LAGOS (AFP) — The most prominent armed group in southern Nigeria has claimed responsibility for a dynamite attack Monday night on the convoy of a port authority official in Nigeria's oil hub city Port Harcourt.
"Movement for the Emancipation of the Niger Delta (MEND) ... volunteers, answering the call to fight against injustice and oppression in the Niger Delta, carried out the attack on the convoy of a general manager with the Nigeria Ports Authority in Port Harcourt," the group said Tuesday in an email.
Sotoye Etomi's convoy was attacked with dynamite after it dropped him off. The attack left the driver of the pilot vehicle and two police escorts dead.
Etomi had appeared on a local television channel saying that a fire Friday on a tanker ship berthed in Port Harcourt was caused by a "marine accident".
MEND had insisted it had set the tanker ship ablaze using an explosive device.
The MEND email said that Monday night's attack on Etomi's convoy "was meant to show that nothing happens by accident in the Niger Delta, including the bomb explosion on the oil tanker vessel".

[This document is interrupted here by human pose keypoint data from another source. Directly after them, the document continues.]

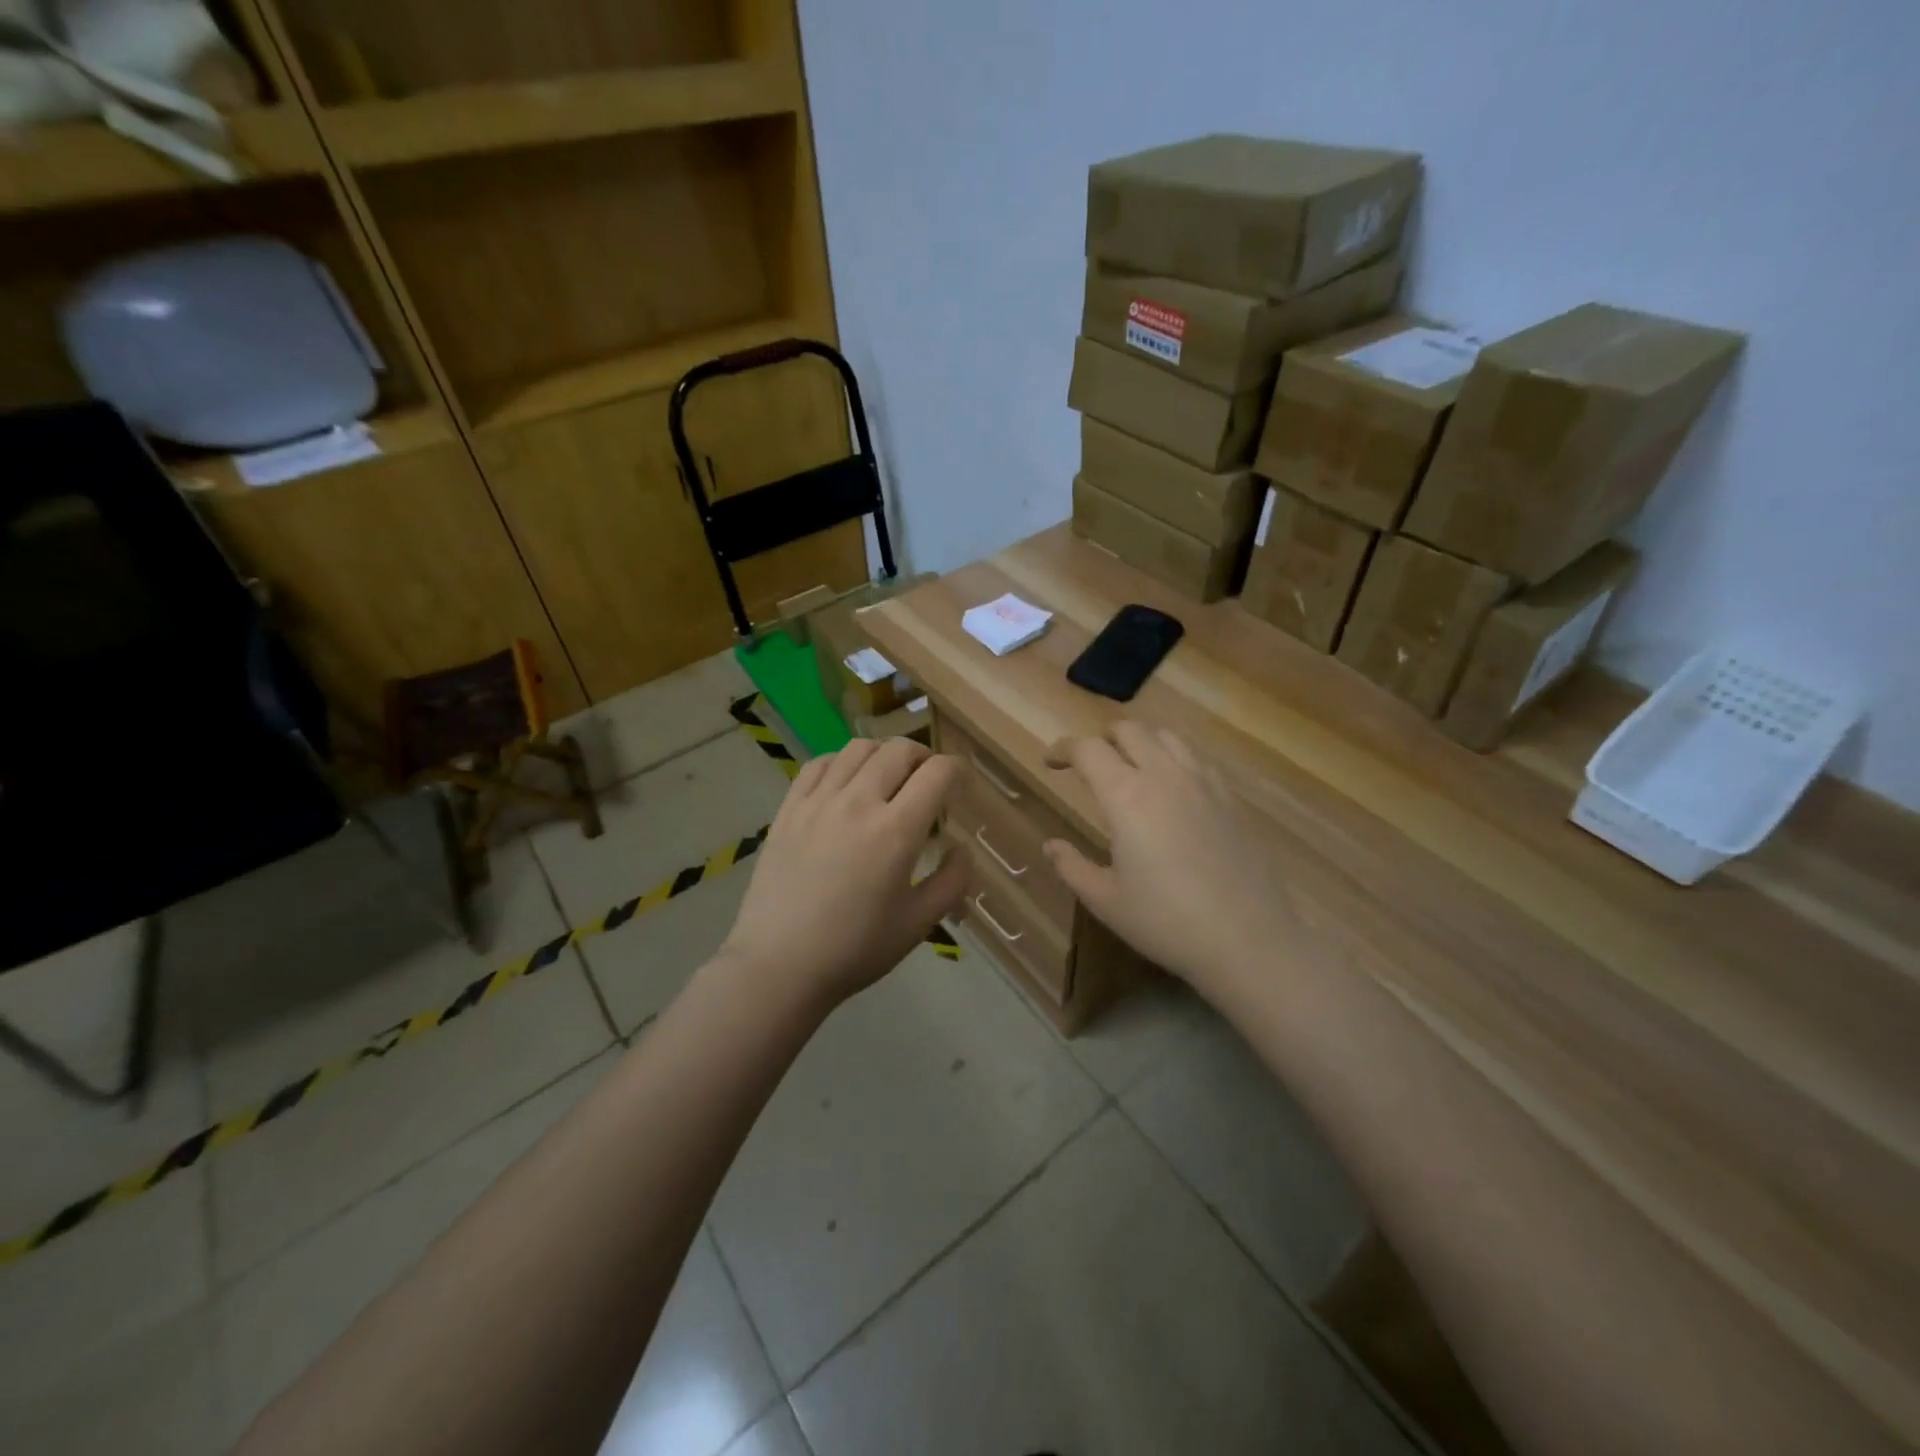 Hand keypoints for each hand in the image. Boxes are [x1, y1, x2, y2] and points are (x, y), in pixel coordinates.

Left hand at [719, 738, 967, 1010]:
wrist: (779, 966)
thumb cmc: (855, 949)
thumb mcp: (918, 924)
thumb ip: (952, 881)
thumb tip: (962, 848)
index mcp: (896, 831)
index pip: (937, 773)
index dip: (957, 771)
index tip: (961, 785)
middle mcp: (858, 802)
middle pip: (900, 750)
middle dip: (924, 757)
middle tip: (928, 781)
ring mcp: (818, 802)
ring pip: (858, 748)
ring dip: (884, 754)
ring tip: (889, 777)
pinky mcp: (788, 809)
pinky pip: (819, 764)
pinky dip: (842, 762)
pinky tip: (846, 783)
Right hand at [1043, 723, 1295, 999]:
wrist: (1248, 941)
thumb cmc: (1166, 922)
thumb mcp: (1106, 901)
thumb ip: (1072, 867)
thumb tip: (1051, 845)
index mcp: (1126, 796)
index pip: (1088, 749)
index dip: (1063, 749)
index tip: (1051, 762)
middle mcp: (1164, 776)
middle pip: (1129, 730)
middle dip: (1102, 738)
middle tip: (1090, 763)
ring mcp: (1203, 783)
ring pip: (1166, 736)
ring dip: (1140, 741)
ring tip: (1131, 767)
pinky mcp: (1230, 798)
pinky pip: (1196, 758)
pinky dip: (1173, 758)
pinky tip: (1172, 789) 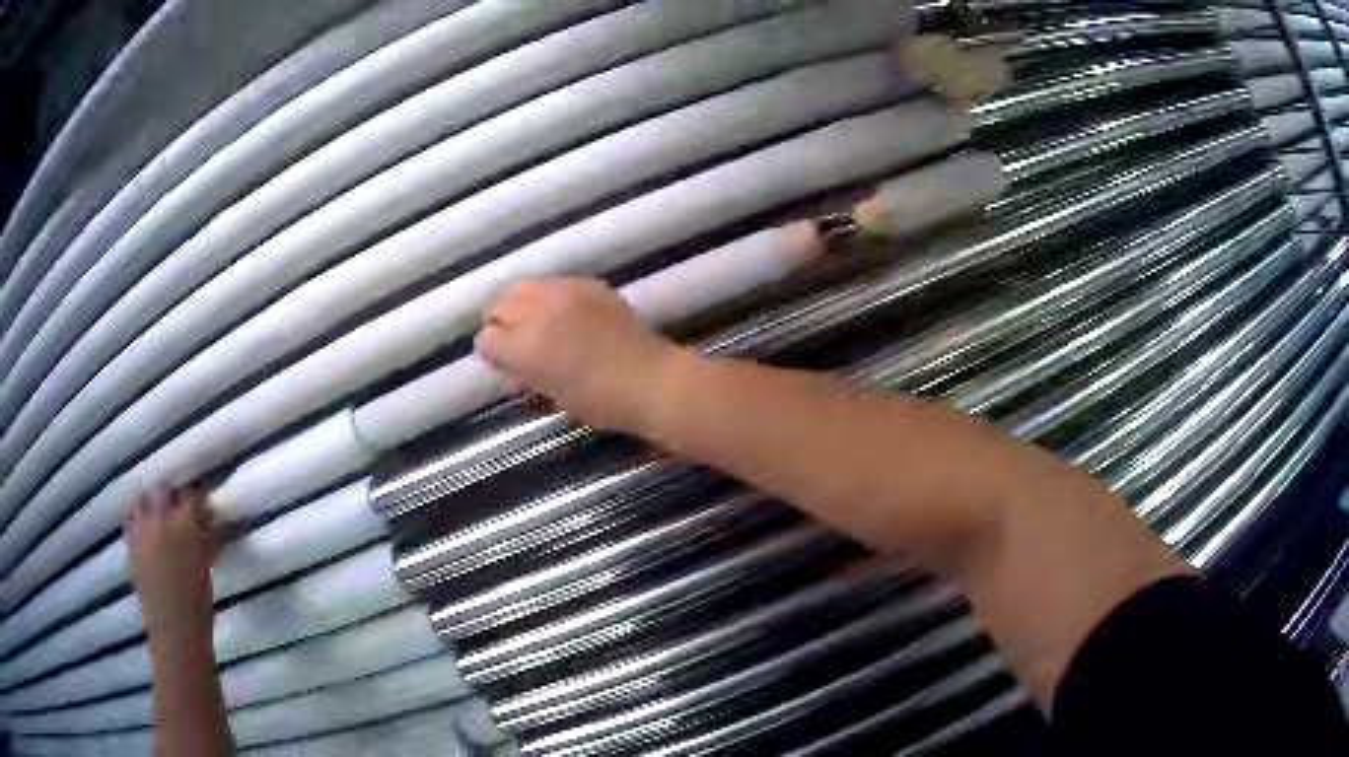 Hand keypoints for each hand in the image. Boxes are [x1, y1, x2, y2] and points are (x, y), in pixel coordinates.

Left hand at [123, 484, 223, 641]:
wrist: (175, 630)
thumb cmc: (198, 604)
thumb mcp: (207, 569)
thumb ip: (208, 543)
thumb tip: (215, 528)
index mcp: (185, 527)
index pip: (192, 495)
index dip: (199, 497)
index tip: (205, 504)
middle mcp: (161, 521)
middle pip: (163, 489)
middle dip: (172, 493)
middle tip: (179, 505)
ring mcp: (142, 532)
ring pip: (141, 499)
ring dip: (150, 502)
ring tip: (157, 514)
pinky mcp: (130, 545)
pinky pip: (130, 521)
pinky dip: (136, 520)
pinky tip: (144, 531)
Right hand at [476, 278, 683, 431]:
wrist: (651, 380)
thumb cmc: (602, 401)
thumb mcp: (555, 395)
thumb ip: (526, 377)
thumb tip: (511, 374)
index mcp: (528, 345)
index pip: (488, 339)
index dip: (490, 353)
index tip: (499, 362)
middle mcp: (540, 311)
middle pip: (499, 306)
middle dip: (498, 324)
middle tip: (508, 341)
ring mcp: (565, 291)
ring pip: (522, 287)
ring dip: (518, 305)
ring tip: (528, 323)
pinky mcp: (588, 284)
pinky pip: (553, 283)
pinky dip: (547, 297)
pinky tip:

"The government wants to deceive the world that it can guarantee security and peace in the region. Foreign investors should take a prudent cue from A.P. Moeller-Maersk A/S, ... which has stopped its vessels from calling at Nigerian ports until normalcy returns," MEND continued.
MEND, which claims to be fighting for a fairer share of the Niger Delta's hydrocarbons to go to local communities, again criticized the behavior of the troops responsible for policing the Niger Delta, accusing them of "theft, extra-judicial killings, rape and brutality against civilians".
The group warned it intends to step up its campaign of violence, saying attacks would "soon become a daily occurrence".